Sponsored by Rep. Julie Bunn (DFL-Lake Elmo) and Sen. Sandy Rummel (DFL-White Bear Lake), the bill was an attempt to clarify intent of the law to provide when a lawsuit for a warranty violation must be brought.

“Although this legislation may be well-intentioned we should be cautious about placing more restrictions on the housing sector during this historic recession,” Gov. Tim Pawlenty wrote in his veto letter.

The statute of repose remained in the bill presented to the governor, so no one could make a claim after 12 years; but it contained two different statutes of limitations. If the breach were discovered in the first 10 years, the homeowner would still have up to two years of statute of limitations to file the claim once they’ve reported the breach. Problems discovered in year 11 or 12 would have just one year to file a claim.

The 2004 law requires a lawsuit to be brought within two years of the breach of the warranty discovery, but not more than 12 years from when the warranty took effect.

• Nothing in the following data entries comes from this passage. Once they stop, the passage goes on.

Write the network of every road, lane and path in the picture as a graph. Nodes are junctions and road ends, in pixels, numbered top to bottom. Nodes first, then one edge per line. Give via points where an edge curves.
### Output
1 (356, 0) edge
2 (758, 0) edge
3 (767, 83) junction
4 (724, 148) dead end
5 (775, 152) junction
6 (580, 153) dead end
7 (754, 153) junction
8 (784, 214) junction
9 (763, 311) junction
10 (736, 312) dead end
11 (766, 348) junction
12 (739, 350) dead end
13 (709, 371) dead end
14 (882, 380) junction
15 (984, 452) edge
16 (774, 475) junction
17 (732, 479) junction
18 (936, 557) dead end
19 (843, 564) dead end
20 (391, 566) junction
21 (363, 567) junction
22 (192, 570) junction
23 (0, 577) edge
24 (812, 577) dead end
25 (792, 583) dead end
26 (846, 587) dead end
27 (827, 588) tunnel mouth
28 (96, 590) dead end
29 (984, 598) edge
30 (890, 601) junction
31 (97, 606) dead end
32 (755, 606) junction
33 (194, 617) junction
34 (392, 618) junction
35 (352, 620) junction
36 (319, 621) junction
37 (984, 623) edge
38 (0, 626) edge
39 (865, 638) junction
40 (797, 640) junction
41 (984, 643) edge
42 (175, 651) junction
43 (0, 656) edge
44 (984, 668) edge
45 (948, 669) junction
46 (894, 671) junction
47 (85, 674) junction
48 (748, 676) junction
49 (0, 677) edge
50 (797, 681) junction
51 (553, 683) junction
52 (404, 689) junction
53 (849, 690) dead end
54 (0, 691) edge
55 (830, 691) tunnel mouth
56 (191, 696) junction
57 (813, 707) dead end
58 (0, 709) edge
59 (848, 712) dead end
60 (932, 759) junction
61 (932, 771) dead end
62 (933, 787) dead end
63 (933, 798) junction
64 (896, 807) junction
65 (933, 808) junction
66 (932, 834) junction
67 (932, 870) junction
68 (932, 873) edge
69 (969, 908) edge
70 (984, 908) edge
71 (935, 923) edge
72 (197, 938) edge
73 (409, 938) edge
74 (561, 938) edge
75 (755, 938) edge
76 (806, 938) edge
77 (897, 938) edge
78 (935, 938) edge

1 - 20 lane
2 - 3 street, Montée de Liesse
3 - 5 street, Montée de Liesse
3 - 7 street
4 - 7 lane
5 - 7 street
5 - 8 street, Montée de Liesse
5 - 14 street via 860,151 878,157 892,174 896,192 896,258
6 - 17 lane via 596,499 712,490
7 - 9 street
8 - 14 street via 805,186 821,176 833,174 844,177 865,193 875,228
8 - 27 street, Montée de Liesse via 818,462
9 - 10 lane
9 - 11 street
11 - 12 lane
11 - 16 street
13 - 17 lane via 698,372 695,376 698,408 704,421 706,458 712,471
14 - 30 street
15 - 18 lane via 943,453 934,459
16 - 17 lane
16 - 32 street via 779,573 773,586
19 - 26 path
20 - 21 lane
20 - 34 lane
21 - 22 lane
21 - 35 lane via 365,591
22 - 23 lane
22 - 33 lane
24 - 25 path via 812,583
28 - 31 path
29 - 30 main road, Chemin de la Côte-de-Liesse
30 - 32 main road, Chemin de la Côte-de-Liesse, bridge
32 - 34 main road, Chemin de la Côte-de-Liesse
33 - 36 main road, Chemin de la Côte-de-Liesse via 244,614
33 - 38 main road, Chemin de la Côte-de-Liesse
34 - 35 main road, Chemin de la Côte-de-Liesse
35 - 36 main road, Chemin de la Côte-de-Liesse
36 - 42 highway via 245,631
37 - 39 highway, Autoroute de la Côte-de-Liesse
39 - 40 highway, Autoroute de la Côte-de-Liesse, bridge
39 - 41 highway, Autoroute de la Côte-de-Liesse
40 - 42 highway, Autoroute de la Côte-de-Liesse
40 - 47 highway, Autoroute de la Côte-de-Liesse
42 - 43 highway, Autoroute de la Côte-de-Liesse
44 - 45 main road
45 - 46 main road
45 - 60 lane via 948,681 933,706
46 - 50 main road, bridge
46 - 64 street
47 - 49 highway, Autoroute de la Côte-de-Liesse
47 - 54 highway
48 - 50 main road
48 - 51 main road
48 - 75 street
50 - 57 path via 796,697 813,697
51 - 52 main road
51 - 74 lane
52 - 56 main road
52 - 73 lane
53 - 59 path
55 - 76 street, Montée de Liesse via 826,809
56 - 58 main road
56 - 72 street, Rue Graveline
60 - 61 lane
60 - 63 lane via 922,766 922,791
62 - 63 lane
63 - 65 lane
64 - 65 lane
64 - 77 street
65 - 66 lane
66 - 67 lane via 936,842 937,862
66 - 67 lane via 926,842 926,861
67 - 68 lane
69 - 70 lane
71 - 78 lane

However, Bunn said one subdivision in law has a 10-year maximum and some courts use that shorter timeframe, thereby catching homeowners in the middle.

A 2007 court decision went against the original intent by stating all claims must be within 10 years — the stated warranty on many home repairs — even though 12 years was always the intent of the 2004 state law, she said.

“The current period of 10 years in current law seems sufficient,” Pawlenty wrote. “The legislation also applies not only to future cases, but current cases as well. Changing the law in the middle of the game is unfair and unwise.”